---------- DATA UNDER STUDY
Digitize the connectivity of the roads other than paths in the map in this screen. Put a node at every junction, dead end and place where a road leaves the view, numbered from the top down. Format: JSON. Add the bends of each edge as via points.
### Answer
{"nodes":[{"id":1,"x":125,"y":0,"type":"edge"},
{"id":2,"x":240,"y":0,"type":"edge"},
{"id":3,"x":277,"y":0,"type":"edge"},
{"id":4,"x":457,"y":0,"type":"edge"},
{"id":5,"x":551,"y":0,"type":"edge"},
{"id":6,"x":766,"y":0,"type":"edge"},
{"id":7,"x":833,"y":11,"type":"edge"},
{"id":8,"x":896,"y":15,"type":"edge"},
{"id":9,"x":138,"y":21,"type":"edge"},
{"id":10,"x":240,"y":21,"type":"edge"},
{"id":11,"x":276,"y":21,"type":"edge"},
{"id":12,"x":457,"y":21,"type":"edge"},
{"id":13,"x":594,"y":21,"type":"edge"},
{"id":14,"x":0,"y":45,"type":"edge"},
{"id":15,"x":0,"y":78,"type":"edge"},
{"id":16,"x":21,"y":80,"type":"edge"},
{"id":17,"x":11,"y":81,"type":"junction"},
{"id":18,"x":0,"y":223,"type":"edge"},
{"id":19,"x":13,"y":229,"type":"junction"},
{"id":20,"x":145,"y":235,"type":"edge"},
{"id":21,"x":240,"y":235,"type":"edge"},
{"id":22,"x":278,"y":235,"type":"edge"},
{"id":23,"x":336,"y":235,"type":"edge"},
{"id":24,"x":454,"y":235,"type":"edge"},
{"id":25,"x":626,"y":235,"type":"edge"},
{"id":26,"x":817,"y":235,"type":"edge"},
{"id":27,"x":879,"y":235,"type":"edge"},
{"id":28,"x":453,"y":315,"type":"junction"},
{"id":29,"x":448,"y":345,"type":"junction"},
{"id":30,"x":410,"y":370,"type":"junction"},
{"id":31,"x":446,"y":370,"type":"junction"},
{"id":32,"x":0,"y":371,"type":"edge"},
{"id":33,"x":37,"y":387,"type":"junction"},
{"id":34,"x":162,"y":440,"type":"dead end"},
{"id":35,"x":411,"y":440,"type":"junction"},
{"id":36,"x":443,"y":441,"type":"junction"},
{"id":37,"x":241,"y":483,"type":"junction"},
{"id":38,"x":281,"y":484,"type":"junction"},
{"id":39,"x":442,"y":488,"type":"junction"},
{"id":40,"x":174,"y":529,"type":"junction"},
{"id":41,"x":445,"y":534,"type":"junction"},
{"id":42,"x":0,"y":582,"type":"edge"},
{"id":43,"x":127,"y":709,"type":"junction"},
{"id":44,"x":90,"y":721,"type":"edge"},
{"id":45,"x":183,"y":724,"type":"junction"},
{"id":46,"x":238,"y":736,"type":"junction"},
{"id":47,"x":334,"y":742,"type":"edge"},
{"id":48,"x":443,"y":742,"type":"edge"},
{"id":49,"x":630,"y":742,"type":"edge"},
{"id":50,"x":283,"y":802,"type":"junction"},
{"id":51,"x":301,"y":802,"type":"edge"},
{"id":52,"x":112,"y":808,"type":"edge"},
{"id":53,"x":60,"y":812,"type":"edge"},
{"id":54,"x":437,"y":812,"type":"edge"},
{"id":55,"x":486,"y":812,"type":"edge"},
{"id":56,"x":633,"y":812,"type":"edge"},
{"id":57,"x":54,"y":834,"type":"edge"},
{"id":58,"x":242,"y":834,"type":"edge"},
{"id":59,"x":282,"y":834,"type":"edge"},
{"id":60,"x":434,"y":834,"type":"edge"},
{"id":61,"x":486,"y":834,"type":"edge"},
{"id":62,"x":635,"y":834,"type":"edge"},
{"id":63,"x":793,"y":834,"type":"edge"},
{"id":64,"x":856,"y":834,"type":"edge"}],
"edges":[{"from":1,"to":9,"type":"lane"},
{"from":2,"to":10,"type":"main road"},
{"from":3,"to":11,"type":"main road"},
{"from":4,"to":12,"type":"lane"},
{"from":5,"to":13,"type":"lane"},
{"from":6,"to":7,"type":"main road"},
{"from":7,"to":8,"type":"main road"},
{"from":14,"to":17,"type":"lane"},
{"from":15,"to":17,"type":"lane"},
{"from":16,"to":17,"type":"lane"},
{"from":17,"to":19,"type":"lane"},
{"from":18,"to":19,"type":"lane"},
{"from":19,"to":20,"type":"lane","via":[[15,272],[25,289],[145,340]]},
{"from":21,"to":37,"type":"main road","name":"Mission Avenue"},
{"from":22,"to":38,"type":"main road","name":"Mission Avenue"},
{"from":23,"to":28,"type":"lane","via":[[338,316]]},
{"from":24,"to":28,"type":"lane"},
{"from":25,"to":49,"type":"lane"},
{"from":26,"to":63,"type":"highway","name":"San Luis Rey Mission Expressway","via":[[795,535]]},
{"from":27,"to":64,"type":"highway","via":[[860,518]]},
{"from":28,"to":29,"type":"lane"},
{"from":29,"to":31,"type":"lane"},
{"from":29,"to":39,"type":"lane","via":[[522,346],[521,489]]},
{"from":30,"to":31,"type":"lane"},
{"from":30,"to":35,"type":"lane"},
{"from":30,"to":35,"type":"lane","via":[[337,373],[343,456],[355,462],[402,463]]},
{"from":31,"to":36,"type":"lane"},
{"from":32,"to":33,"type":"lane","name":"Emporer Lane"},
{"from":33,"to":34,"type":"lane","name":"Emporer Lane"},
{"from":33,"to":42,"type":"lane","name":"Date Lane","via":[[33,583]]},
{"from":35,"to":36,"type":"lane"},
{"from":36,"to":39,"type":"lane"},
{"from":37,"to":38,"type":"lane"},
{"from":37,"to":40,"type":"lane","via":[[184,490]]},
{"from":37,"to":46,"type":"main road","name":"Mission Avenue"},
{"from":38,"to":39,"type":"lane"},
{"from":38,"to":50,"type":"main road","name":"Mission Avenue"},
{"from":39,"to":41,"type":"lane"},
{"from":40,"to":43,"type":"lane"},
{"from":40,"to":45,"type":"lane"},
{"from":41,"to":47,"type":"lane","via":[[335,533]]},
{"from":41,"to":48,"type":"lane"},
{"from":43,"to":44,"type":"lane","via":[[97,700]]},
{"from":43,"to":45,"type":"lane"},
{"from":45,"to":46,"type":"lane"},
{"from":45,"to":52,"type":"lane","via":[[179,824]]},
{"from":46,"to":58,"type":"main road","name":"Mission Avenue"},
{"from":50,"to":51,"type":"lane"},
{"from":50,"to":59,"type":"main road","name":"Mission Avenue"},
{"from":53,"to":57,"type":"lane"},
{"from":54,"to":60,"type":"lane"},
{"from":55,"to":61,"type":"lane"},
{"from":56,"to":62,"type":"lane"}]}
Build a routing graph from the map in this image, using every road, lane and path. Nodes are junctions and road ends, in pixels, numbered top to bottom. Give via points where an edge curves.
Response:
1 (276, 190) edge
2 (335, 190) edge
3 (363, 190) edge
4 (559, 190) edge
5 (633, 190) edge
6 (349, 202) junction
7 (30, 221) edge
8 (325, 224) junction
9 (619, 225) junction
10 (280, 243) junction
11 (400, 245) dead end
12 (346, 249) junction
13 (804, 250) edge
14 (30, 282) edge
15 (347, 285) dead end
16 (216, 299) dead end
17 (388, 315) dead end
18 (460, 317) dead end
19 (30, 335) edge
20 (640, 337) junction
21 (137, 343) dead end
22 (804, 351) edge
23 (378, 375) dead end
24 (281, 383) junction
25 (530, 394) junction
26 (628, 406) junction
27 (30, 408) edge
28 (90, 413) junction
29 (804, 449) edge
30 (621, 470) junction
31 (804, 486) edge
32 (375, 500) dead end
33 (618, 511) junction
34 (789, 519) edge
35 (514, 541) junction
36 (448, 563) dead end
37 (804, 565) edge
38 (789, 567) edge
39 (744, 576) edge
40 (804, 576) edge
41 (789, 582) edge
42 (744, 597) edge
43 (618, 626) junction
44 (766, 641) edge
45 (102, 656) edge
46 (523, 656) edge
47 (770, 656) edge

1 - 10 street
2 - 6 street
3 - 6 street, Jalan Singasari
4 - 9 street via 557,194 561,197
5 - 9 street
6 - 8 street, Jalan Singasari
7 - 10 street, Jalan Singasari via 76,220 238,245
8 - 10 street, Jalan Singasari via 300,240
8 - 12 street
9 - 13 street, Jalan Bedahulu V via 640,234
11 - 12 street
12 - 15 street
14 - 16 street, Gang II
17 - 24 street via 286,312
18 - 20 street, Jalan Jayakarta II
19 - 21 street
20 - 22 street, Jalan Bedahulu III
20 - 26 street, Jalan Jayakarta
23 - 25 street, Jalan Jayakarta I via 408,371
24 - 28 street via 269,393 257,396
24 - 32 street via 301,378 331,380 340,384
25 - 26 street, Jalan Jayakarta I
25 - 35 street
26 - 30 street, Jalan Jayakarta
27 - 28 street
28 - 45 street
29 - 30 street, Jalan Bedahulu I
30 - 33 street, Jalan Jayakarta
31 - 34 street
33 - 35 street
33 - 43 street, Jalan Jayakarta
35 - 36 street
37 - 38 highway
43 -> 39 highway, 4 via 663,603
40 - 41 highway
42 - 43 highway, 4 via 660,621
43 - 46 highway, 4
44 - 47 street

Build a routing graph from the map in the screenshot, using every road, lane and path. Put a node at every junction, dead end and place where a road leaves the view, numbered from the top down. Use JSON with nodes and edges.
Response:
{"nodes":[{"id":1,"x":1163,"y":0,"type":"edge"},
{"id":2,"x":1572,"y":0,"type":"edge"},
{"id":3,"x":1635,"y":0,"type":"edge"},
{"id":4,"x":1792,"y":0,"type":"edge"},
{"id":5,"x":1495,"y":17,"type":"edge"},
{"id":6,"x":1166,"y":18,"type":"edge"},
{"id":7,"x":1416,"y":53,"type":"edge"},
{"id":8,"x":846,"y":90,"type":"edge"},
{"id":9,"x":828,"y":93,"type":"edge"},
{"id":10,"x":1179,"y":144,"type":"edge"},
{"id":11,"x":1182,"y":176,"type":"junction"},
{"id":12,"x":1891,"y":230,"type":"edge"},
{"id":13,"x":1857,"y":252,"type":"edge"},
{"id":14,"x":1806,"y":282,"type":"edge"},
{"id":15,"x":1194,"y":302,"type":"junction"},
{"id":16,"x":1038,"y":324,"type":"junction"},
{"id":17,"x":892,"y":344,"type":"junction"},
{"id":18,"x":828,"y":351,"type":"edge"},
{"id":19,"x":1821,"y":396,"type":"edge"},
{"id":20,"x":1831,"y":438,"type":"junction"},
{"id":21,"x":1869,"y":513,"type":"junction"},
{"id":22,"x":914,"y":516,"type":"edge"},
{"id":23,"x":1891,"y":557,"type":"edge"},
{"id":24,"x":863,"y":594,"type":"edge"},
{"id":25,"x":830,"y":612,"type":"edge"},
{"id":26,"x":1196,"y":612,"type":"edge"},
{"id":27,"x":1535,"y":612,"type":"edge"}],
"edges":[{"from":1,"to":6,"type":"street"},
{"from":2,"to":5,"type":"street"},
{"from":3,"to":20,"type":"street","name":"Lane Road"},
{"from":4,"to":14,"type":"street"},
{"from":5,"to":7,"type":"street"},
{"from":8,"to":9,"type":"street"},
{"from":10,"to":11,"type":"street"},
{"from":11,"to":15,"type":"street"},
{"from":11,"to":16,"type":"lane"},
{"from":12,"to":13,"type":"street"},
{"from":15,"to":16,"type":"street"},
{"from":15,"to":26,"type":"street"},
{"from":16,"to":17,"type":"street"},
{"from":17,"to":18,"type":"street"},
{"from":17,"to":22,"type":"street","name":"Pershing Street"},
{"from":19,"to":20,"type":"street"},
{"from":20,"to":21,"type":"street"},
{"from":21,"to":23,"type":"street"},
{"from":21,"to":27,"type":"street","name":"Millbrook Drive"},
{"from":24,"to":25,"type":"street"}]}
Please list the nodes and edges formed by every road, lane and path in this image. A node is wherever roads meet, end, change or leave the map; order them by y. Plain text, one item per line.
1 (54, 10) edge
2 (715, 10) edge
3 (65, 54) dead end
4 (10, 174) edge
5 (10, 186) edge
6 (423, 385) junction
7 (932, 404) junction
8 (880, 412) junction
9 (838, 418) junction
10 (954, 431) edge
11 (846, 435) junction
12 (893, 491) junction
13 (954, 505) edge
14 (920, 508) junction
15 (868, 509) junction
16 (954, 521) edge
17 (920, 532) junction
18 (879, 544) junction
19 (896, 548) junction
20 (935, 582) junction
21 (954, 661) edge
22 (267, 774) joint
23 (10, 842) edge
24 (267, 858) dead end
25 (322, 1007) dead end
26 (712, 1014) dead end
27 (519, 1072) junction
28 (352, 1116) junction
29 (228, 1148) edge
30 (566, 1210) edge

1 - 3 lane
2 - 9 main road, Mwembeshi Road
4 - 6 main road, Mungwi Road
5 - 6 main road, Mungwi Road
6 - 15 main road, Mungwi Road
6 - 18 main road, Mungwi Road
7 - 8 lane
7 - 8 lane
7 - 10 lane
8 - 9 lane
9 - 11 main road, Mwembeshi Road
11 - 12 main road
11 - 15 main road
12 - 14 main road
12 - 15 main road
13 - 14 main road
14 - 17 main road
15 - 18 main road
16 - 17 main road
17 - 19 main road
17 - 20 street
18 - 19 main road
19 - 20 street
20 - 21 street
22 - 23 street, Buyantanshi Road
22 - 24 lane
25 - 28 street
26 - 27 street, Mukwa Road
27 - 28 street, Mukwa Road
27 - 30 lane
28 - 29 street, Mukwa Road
--------------------
▶ [TASK TO CARRY OUT]
All lines with the word "this" need to be copied from the data above.

▶ [SOLUTION]
Digitize the connectivity of the roads other than paths in the map in this screen. Put a node at every junction, dead end and place where a road leaves the view, numbered from the top down. Format: JSON. Add the bends of each edge as via points.
Build a routing graph from the map in this image, using every road, lane and path. Nodes are junctions and road ends, in pixels, numbered top to bottom. Give via points where an edge curves.
Please list the nodes and edges formed by every road, lane and path in this image. A node is wherever roads meet, end, change or leave the map; order them by y. Plain text, one item per line.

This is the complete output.